Additional General Secretary of IPP
- In office 12 June 2023 – 20 July 2025
- President: Aleem Khan
- Succeeded by: Gul Asghar Khan Baghoor

Secretary-General of the PTI
- In office 19 July 2019 – 25 December 2021
- Prime Minister: Imran Khan
- Succeeded by: Asad Umar

Federal Minister for National Health Services, Regulation and Coordination
- In office 20 August 2018 – 18 April 2019
- President: Mamnoon Hussain Arif Alvi
- Prime Minister: Imran Khan
- Preceded by: Muhammad Yusuf Shaikh (caretaker)
- Succeeded by: Zafar Mirza

Member of the National Assembly of Pakistan
- In office 13 August 2018 – 20 January 2023
- Constituency: NA-61 (Rawalpindi-V)

President of PTI North Punjab
- In office 4 June 2022 – 17 May 2023
- Chairman: Imran Khan
- Preceded by: Sadaqat Ali Abbasi

Personal details
- Born: Rawalpindi, Punjab, Pakistan

= Aamir Mehmood Kiani =

Pakistani politician

Aamir Mehmood Kiani is a Pakistani politician who served as Federal Minister for National Health Services, Regulation and Coordination, from 20 August 2018 to 18 April 2019. He had been a member of the National Assembly of Pakistan from August 2018 till January 2023.

Having been associated with Imran Khan and his Pakistan Tehreek-e-Insaf (PTI) party since 1996, Kiani eventually quit it in the aftermath of the May 9 riots, perceived as attacks on Pakistan's military institutions coordinated by Imran Khan, while Kiani asserted that he belongs to a military family and couldn't pursue such politics.

Like numerous former PTI leaders, Kiani is now associated with the Istehkam-e-Pakistan Party (IPP), being its Secretary-General.

== Early life ==
Kiani was born in Rawalpindi into a family with military background.

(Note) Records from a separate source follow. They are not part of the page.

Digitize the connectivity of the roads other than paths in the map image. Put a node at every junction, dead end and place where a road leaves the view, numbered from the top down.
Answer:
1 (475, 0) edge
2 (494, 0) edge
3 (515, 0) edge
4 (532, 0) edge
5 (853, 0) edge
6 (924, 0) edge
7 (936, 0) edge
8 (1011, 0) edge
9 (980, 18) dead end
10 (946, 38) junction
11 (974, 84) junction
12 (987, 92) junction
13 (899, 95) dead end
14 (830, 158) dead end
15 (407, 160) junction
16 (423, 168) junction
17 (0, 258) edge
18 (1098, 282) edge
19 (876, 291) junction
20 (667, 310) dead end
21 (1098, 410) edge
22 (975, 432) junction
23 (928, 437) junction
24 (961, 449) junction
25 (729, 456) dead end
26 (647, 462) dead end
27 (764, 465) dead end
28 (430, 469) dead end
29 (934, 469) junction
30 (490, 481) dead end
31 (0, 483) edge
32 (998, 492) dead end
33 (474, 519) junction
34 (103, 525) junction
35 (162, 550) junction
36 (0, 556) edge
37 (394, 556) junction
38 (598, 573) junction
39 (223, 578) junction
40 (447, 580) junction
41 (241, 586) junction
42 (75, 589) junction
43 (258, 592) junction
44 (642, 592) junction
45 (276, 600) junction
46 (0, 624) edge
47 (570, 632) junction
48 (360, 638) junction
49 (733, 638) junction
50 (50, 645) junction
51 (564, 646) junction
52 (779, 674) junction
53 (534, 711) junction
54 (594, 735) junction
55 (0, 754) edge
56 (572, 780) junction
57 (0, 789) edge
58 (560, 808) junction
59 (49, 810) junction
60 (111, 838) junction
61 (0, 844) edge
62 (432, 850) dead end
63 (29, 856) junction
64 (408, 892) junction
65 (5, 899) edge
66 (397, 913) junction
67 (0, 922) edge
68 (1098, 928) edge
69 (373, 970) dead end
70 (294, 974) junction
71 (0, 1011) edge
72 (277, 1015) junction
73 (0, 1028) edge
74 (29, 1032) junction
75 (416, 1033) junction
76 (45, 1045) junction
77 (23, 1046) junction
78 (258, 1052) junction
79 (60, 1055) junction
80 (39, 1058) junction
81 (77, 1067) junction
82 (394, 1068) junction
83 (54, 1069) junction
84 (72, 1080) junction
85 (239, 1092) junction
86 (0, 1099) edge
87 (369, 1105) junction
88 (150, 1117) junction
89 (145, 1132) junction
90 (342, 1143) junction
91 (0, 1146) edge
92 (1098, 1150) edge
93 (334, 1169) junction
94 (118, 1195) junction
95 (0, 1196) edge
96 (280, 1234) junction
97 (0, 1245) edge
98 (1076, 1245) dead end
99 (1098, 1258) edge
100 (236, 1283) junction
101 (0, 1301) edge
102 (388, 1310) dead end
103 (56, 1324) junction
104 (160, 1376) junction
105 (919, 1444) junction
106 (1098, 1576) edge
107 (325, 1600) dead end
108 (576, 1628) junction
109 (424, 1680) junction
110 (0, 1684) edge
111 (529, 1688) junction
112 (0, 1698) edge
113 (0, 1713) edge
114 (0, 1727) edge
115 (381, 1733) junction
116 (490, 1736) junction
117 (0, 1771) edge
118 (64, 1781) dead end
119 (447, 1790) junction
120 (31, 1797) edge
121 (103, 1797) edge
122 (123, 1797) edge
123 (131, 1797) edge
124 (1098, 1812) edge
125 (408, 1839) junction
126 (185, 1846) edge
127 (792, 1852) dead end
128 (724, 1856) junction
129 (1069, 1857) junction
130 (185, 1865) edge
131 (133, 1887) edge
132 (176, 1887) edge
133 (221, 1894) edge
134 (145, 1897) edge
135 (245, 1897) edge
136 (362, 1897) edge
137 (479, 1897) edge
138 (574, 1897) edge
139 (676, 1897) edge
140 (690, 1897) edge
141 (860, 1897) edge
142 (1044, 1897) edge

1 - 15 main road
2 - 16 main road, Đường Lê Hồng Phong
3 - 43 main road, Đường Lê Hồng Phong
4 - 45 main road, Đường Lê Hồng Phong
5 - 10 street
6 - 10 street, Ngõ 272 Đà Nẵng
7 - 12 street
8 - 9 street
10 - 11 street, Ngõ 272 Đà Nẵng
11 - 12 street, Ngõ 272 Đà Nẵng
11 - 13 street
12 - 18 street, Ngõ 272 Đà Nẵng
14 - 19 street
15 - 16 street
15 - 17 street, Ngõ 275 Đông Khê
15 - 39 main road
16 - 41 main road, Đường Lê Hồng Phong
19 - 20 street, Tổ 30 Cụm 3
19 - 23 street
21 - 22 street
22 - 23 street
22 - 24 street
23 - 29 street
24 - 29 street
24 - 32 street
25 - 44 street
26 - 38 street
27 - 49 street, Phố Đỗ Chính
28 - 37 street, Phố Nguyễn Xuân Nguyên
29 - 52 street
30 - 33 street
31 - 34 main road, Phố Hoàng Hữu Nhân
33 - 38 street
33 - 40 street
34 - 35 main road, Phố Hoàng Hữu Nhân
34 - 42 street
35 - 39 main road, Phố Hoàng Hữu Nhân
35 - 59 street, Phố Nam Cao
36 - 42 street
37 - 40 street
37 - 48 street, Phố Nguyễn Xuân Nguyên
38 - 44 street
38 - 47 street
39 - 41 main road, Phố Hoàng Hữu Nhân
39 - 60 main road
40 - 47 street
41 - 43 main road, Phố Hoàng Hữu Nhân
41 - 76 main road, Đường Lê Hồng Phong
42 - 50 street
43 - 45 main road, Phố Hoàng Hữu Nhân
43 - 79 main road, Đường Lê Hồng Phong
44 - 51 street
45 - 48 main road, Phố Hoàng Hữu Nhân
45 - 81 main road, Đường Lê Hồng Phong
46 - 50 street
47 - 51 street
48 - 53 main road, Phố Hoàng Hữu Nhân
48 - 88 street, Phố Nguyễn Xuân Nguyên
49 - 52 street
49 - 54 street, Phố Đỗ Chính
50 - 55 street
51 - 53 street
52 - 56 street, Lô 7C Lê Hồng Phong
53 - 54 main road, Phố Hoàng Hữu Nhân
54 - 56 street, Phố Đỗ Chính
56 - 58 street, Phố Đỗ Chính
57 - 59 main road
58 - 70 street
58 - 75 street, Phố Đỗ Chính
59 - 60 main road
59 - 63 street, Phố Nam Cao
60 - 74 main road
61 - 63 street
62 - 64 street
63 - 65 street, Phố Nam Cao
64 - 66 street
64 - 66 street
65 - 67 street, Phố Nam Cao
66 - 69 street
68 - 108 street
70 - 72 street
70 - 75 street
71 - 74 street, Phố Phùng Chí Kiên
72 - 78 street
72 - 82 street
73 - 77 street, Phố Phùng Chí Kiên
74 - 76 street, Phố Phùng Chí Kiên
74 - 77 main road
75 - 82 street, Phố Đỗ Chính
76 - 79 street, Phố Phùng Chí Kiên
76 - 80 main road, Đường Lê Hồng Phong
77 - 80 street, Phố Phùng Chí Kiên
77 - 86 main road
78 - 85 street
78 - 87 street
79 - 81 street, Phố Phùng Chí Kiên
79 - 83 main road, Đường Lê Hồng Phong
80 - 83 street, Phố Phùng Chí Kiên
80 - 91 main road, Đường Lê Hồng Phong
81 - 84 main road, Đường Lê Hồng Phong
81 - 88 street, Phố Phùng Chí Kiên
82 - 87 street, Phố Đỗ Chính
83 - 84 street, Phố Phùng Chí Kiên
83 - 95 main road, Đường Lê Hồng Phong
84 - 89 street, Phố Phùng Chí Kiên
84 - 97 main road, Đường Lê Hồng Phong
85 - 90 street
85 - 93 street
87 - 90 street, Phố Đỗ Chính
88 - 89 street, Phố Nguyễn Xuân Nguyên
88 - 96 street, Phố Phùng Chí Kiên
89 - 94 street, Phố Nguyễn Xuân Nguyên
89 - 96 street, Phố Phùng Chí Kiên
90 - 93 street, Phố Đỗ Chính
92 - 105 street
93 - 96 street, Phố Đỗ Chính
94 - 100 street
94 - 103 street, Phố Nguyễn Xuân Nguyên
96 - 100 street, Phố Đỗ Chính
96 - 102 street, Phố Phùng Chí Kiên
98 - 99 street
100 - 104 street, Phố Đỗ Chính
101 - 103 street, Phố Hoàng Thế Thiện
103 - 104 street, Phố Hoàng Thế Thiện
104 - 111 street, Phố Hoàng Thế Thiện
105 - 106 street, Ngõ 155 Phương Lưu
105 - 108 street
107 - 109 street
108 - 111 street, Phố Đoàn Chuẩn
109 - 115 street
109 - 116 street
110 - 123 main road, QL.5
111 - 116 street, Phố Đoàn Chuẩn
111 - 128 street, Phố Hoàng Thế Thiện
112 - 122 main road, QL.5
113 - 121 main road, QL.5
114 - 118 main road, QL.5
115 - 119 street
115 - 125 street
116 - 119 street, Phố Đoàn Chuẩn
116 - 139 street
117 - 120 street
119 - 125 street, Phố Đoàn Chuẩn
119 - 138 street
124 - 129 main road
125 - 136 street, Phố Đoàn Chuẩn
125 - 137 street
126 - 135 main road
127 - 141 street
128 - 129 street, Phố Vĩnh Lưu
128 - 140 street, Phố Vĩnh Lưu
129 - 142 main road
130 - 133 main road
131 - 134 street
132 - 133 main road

Before entering electoral political he had been an advocate by profession.

==Political career==

=== Pakistan Tehreek-e-Insaf (1996-2023) ===

==== Early career and electoral setbacks ====
Kiani ran for a seat of the National Assembly of Pakistan as a candidate of the Pakistan Tehreek-e-Insaf (PTI) from NA-56 Rawalpindi-VII in the 2002 Pakistani general election, but was unsuccessful. He received 3,182 votes and lost to Sheikh Rasheed Ahmad, an independent candidate.

Ahmad vacated the seat in favour of NA-55 Rawalpindi-VI, another seat he won, and Kiani ran as an independent candidate for the subsequent by-election in NA-56 Rawalpindi-VII, but was again unsuccessful. He received 139 votes and was defeated by Hanif Abbasi, a candidate of the Muttahida Majlis-e-Amal (MMA).

==== Electoral success and ministerial positions ====
He was elected to the National Assembly of Pakistan as a candidate of Pakistan Tehreek-e-Insaf (PTI) from Constituency NA-61 (Rawalpindi-V) in 2018 Pakistani general election. He received 105,000 votes and defeated Malik Ibrar Ahmed.

On 18 August, Imran Khan formally announced his federal cabinet structure and Kiani was named as Minister for National Health Services, Regulations and Coordination. On 20 August 2018, he was sworn in as Federal Minister for National Health Services, Regulations and Coordination in the federal cabinet of Prime Minister Imran Khan. On 18 April 2019, in a mega reshuffle, Prime Minister Imran Khan took his post down due to public pressure of medicine price increase.

==== Quitting the party ====
On 17 May 2023, in the context of the May 9 riots, Kiani announced that he had left the PTI and politics, as he belonged to a military family and couldn't stand Imran Khan's perceived anti-army stance. This came after days of violent crackdown on protesters supporting PTI. Many office-holders of PTI were arrested in violation of court orders. An estimated 50 people had been shot by police and paramilitary forces and thousands had been arrested and detained without charge, including women and children.

== Legal cases ==

=== Corruption allegations (2023) ===
On March 15, 2023, the Islamabad High Court (IHC) granted protective bail to PTI leader Aamir Mehmood Kiani and his son Fahad Kayani in a corruption case filed by the Anti-Corruption Establishment of Rawalpindi. The bail was granted on the grounds that the petitioners intended to appear before the trial court, and there was concern they might be arrested without this protection. Kiani’s legal counsel Ali Bukhari argued the case was registered with malafide intent and asked the court for bail to enable voluntary court appearance. The Chief Justice directed Kiani to approach the Anti-Corruption Court within 10 days, while Justice Farooq restrained police from arresting him until March 25, the date the protective bail would lapse.